EXERCISE AIM: Type out the entries again, matching each one exactly.

RECORDS PROVIDED:
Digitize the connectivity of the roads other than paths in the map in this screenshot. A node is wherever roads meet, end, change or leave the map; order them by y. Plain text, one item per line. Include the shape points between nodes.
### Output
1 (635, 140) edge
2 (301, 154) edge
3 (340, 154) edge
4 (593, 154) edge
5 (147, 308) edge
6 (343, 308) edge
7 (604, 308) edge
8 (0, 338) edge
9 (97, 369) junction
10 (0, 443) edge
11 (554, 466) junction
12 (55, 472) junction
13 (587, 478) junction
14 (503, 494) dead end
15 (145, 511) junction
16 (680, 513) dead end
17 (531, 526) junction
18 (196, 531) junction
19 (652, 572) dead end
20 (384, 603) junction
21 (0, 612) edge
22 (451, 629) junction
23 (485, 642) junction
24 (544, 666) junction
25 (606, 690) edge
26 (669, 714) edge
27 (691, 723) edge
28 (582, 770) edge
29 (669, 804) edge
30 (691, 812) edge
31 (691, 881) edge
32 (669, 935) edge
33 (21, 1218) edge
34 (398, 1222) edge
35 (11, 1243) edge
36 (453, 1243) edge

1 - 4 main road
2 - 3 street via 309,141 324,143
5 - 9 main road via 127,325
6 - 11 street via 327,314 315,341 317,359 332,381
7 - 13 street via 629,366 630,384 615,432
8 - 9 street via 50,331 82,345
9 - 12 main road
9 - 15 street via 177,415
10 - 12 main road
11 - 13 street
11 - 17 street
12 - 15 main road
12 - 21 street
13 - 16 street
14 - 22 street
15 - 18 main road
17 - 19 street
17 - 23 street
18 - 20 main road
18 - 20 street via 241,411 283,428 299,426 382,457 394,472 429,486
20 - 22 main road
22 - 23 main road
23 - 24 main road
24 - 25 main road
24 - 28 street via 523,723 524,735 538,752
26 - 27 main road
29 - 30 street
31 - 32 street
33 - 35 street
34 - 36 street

WRITTEN REPLY:
Digitize the connectivity of the roads other than paths in the map in this screenshot. A node is wherever roads meet, end, change or leave the map; order them by y. Plain text, one item per line. Include the shape points between nodes.
### Output
1 (635, 140) edge
2 (301, 154) edge
3 (340, 154) edge
4 (593, 154) edge
5 (147, 308) edge
6 (343, 308) edge
7 (604, 308) edge
8 (0, 338) edge
9 (97, 369) junction
10 (0, 443) edge
11 (554, 466) junction
12 (55, 472) junction
13 (587, 478) junction
14 (503, 494) dead end
15 (145, 511) junction
16 (680, 513) dead end
17 (531, 526) junction
18 (196, 531) junction
19 (652, 572) dead end
20 (384, 603) junction
21 (0, 612) edge
22 (451, 629) junction
23 (485, 642) junction
24 (544, 666) junction
25 (606, 690) edge
26 (669, 714) edge
27 (691, 723) edge
28 (582, 770) edge
29 (669, 804) edge
30 (691, 812) edge
31 (691, 881) edge
32 (669, 935) edge
33 (21, 1218) edge
34 (398, 1222) edge
35 (11, 1243) edge
36 (453, 1243) edge

1 - 4 main road
2 - 3 street via 309,141 324,143
5 - 9 main road via 127,325
6 - 11 street via 327,314 315,341 317,359 332,381
7 - 13 street via 629,366 630,384 615,432
8 - 9 street via 50,331 82,345
9 - 12 main road
9 - 15 street via 177,415
10 - 12 main road
11 - 13 street
11 - 17 street
12 - 15 main road
12 - 21 street
13 - 16 street
14 - 22 street
15 - 18 main road
17 - 19 street
17 - 23 street
18 - 20 main road
18 - 20 street via 241,411 283,428 299,426 382,457 394,472 429,486
20 - 22 main road
22 - 23 main road
23 - 24 main road
24 - 25 main road
24 - 28 street via 523,723 524,735 538,752
26 - 27 main road
29 - 30 street
31 - 32 street
33 - 35 street
34 - 36 street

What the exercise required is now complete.